I am not sure what you are saying Al. Everyone accepts that the immigrant Richard Scott was the brother of George Scott of Glemsford, Suffolk. As you say, he was named in the will of George Scott as living in New England.
Everyone accepts that their father was EdwardA Scott a clothier of Glemsford, Suffolk (d. 1643). He was named in will of his son George and he himself left a detailed will proving all of the family connections. It is also supported by baptism records at Glemsford.
Everyone accepts that his father was EdwardB Scott a clothier of Glemsford, Suffolk (d. 1627). He left a long and detailed will proving all of the family connections.
The Scott Pedigree Roll stated that his father was another EdwardC Scott who married Mary Warren. We have no actual direct evidence of this generation in the way of wills or baptisms outside of the Scott Pedigree Roll. This Roll is now known to be a forgery, so this generation must be questioned. The only apparent support is that the will of his son supposedly named a number of children of John Warren of Burgh Castle, Suffolk as kinsman.
This is where Sir Anthony Wagner breaks the line. The Memorials of the Family of Scott, of Scot's-hall, made EdwardC Scott a younger son of Richard Scott by Mary Whetenall. This is wrong. On the death of Richard Scott’s mother Anne (Pympe) Scotte, the inheritance was split in gavelkind (a system of inheritance in which a deceased person's land is divided equally among all male heirs). Half went to the five sons of Reginald Scott, and half went to Reginald Scott as the ONLY surviving son of Richard Scott. In other words, Richard Scott and Mary Whetenall did not have a surviving son Edward.

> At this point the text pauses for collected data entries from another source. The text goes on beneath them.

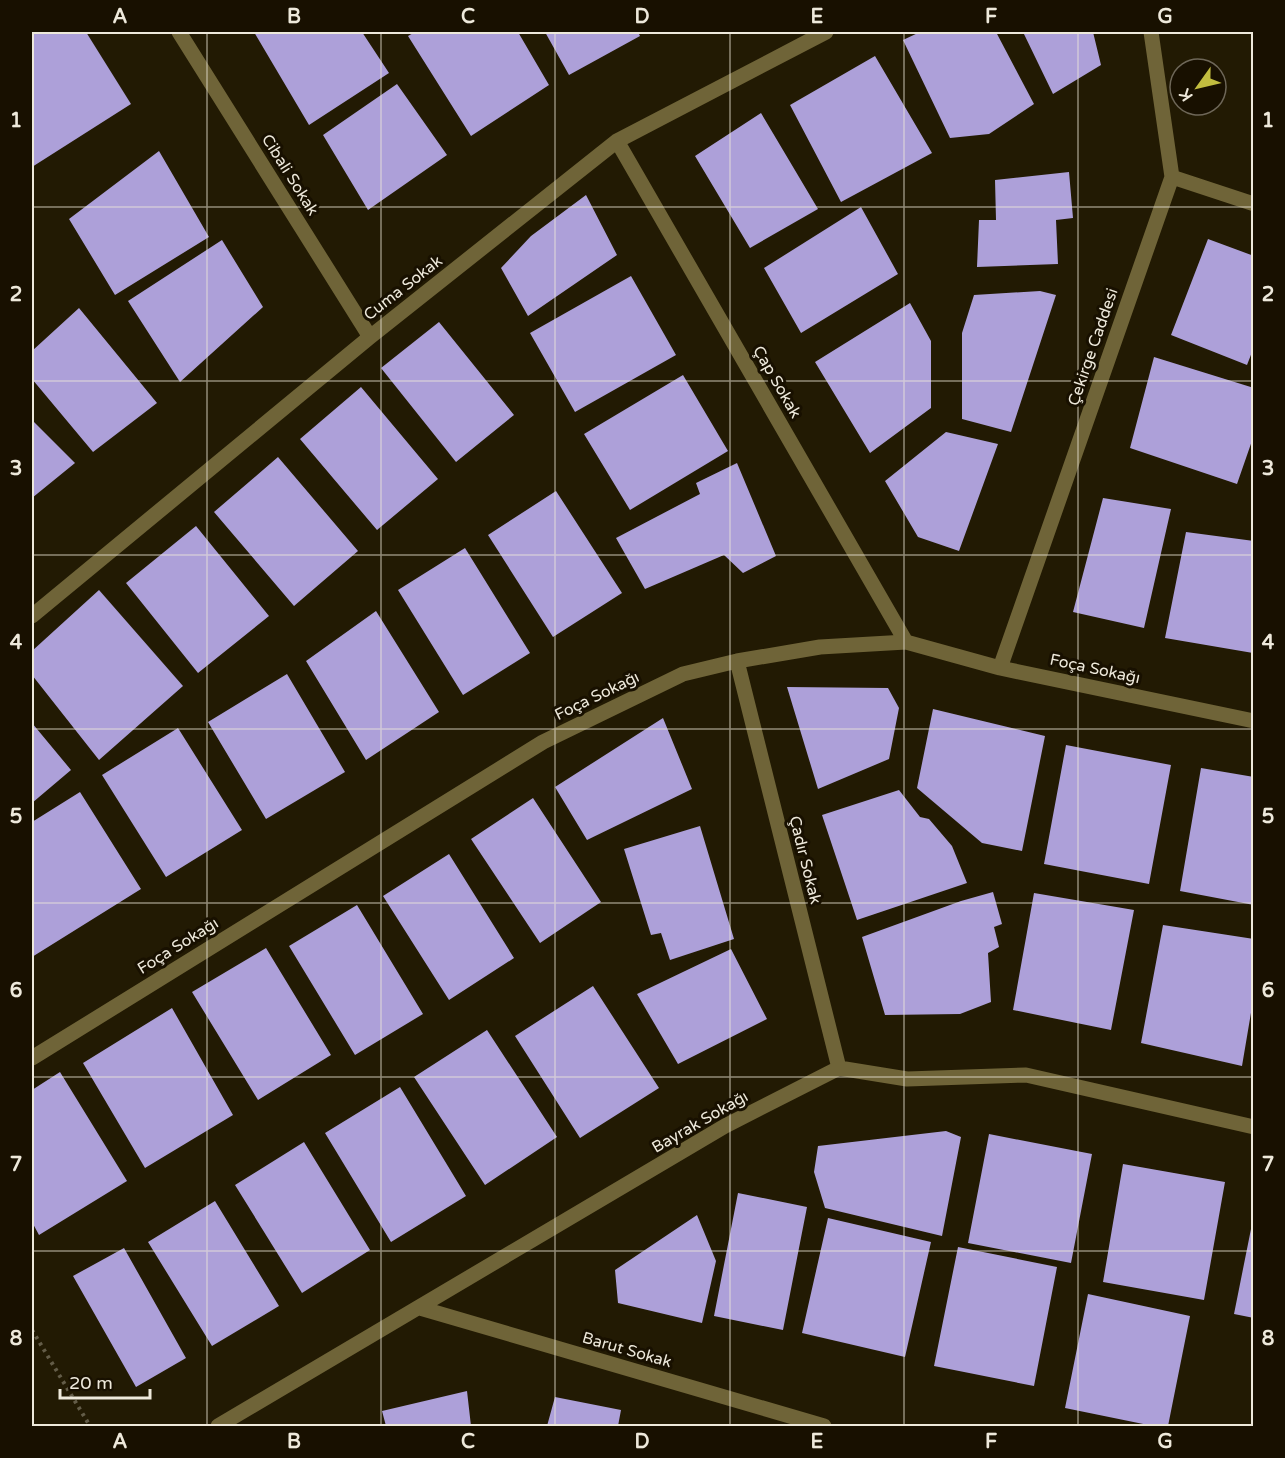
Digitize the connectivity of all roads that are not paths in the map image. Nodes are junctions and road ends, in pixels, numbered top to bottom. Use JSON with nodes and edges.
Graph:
{"nodes":[{"id":1,"x":179,"y":32,"type":"edge"},
{"id":2,"x":826,"y":32,"type":"edge"},
{"id":3,"x":1151,"y":32,"type":"edge"},
{"id":4,"x":617,"y":141,"type":"junction"},
{"id":5,"x":1172,"y":177,"type":"junction"},
{"id":6,"x":1254,"y":204,"type":"edge"},
{"id":7,"x":369,"y":337,"type":"junction"},
{"id":8,"x":32,"y":616,"type":"edge"},
{"id":9,"x":906,"y":642,"type":"junction"},
{"id":10,"x":737,"y":661,"type":"junction"},
{"id":11,"x":1000,"y":668,"type":"junction"},
{"id":12,"x":1254,"y":721,"type":"edge"},
{"id":13,"x":32,"y":1058,"type":"edge"},
{"id":14,"x":839,"y":1068,"type":"junction"},
{"id":15,"x":1254,"y":1127,"type":"edge"},
{"id":16,"x":420,"y":1308,"type":"junction"},
{"id":17,"x":218,"y":1426,"type":"edge"},
{"id":18,"x":824,"y":1426,"type":"edge"}],
"edges":[{"from":1,"to":7,"type":"street","name":"Cibali Sokak"},
{"from":2,"to":4,"type":"street","name":"Cuma Sokak"},
{"from":3,"to":5,"type":"street","name":"Çekirge Caddesi"},
{"from":4,"to":7,"type":"street","name":"Cuma Sokak"},
{"from":4,"to":9,"type":"street","name":"Çap Sokak"},
{"from":5,"to":6,"type":"street"},
{"from":5,"to":11,"type":"street","name":"Çekirge Caddesi"},
{"from":7,"to":8,"type":"street","name":"Cuma Sokak"},
{"from":9,"to":10,"type":"street","name":"Foça Sokağı"},
{"from":9,"to":11,"type":"street","name":"Foça Sokağı"},
{"from":10,"to":13,"type":"street","name":"Foça Sokağı"},
{"from":10,"to":14,"type":"street","name":"Çadır Sokak"},
{"from":11,"to":12,"type":"street","name":"Foça Sokağı"},
{"from":14,"to":15,"type":"street"},
{"from":14,"to":16,"type":"street","name":"Bayrak Sokağı"},
{"from":16,"to":17,"type":"street","name":"Bayrak Sokağı"},
{"from":16,"to":18,"type":"street","name":"Barut Sokak"}]}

That the line is wrong is also proven by simple chronology. Reginald Scott (d. 1599), eldest son of Richard Scott and Mary Whetenall, was born in 1538 (age 38 in 1576). If he had a younger brother Edward he would have been born 1540 or later. The immigrant Richard Scott was bp. in 1605; his father EdwardA was bp. 1574; his father EdwardB was born before 1550 as his first child was bp. in 1571; his supposed father EdwardC would have been born 1520-1530 at the earliest. This last Edward could not have been the brother of Reginald born after 1540.
So, dispensing with the Scott Pedigree Roll as an invention, do we have any other possibilities? We have an obvious one. Richard Scott a clothier of Glemsford, Suffolk died in 1565 leaving a will naming among others his son Edward Scott, son-in-law Thomas Warren (thus dispensing with the Warrens of Burgh Castle as kinsman), and son-in-law John Frost. This is almost certainly the actual father EdwardB Scott. Right place, right time, names all match, all of Glemsford, clothier just like his son and grandson. It is also not insignificant that grandchildren of John Frost and Ann Scott also immigrated to New England.
Finally, Sir Anthony Wagner, Garter King of Arms KCB KCVO FSA was one of the great antiquaries and genealogists of the 20th century. As the head of the College of Arms he had access to ALL of the National Archives of England and to every document ever submitted to the College of Arms. He was one of the most respected and most prolific individuals in the field of heraldry and genealogy. Your attempts to impugn his skills and reputation do not help your cause.